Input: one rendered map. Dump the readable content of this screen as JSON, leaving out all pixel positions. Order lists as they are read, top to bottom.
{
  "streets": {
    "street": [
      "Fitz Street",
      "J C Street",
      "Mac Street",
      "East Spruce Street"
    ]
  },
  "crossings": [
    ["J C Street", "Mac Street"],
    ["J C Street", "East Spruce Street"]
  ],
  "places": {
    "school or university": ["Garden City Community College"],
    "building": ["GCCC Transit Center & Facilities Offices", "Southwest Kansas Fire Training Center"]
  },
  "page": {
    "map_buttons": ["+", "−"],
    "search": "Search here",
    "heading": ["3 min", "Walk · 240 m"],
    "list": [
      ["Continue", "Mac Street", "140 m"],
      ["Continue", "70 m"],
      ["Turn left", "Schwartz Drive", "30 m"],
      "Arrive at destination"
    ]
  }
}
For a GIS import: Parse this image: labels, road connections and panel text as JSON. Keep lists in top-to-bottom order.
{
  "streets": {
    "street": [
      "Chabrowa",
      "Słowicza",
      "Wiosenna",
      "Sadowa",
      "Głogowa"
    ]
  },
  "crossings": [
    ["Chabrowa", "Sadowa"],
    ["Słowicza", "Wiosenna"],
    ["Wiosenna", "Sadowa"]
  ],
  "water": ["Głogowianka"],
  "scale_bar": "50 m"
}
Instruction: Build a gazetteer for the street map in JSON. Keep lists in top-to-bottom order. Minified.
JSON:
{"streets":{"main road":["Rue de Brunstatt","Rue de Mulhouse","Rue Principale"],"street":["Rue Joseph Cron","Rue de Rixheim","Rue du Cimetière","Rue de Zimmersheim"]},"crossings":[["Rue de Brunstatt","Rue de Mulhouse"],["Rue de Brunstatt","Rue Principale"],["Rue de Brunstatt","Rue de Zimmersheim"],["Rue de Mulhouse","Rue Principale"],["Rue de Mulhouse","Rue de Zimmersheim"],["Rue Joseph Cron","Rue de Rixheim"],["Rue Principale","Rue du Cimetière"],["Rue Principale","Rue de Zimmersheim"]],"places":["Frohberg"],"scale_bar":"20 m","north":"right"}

Goal of the exercise :: Reproduce every single entry above exactly.

Your response ::
Input: one rendered map. Dump the readable content of this screen as JSON, leaving out all pixel positions. Order lists as they are read, top to bottom.
{
  "streets": {
    "street": [
      "Fitz Street",
      "J C Street",
      "Mac Street",
      "East Spruce Street"
    ]
  },
  "crossings": [
    ["J C Street", "Mac Street"],
    ["J C Street", "East Spruce Street"]
  ],
  "places": {
    "school or university": ["Garden City Community College"],
    "building": ["GCCC Transit Center & Facilities Offices", "Southwest Kansas Fire Training Center"]
  },
  "page": {
    "map_buttons": ["+", "−"],
    "search": "Search here",
    "heading": ["3 min", "Walk · 240 m"],
    "list": [
      ["Continue", "Mac Street", "140 m"],
      ["Continue", "70 m"],
      ["Turn left", "Schwartz Drive", "30 m"],
      "Arrive at destination"
    ]
  }
}
For a GIS import: Parse this image: labels, road connections and panel text as JSON. Keep lists in top-to-bottom order.
{
  "streets": {
    "street": [
      "Chabrowa",
      "Słowicza",
      "Wiosenna",
      "Sadowa",
      "Głogowa"
    ]
  },
  "crossings": [
    ["Chabrowa", "Sadowa"],
    ["Słowicza", "Wiosenna"],
    ["Wiosenna", "Sadowa"]
  ],
  "water": ["Głogowianka"],
  "scale_bar": "50 m"
}
Instruction: Build a gazetteer for the street map in JSON. Keep lists in top-to-bottom order. Minified.
JSON:
{"streets":{"main road":["Rue de Brunstatt","Rue de Mulhouse","Rue Principale"],"street":["Rue Joseph Cron","Rue de Rixheim","Rue du Cimetière","Rue de Zimmersheim"]},"crossings":[["Rue de Brunstatt","Rue de Mulhouse"],["Rue de Brunstatt","Rue Principale"],["Rue de Brunstatt","Rue de Zimmersheim"],["Rue de Mulhouse","Rue Principale"],["Rue de Mulhouse","Rue de Zimmersheim"],["Rue Joseph Cron","Rue de Rixheim"],["Rue Principale","Rue du Cimetière"],["Rue Principale","Rue de Zimmersheim"]],"places":["Frohberg"],"scale_bar":"20 m","north":"right"}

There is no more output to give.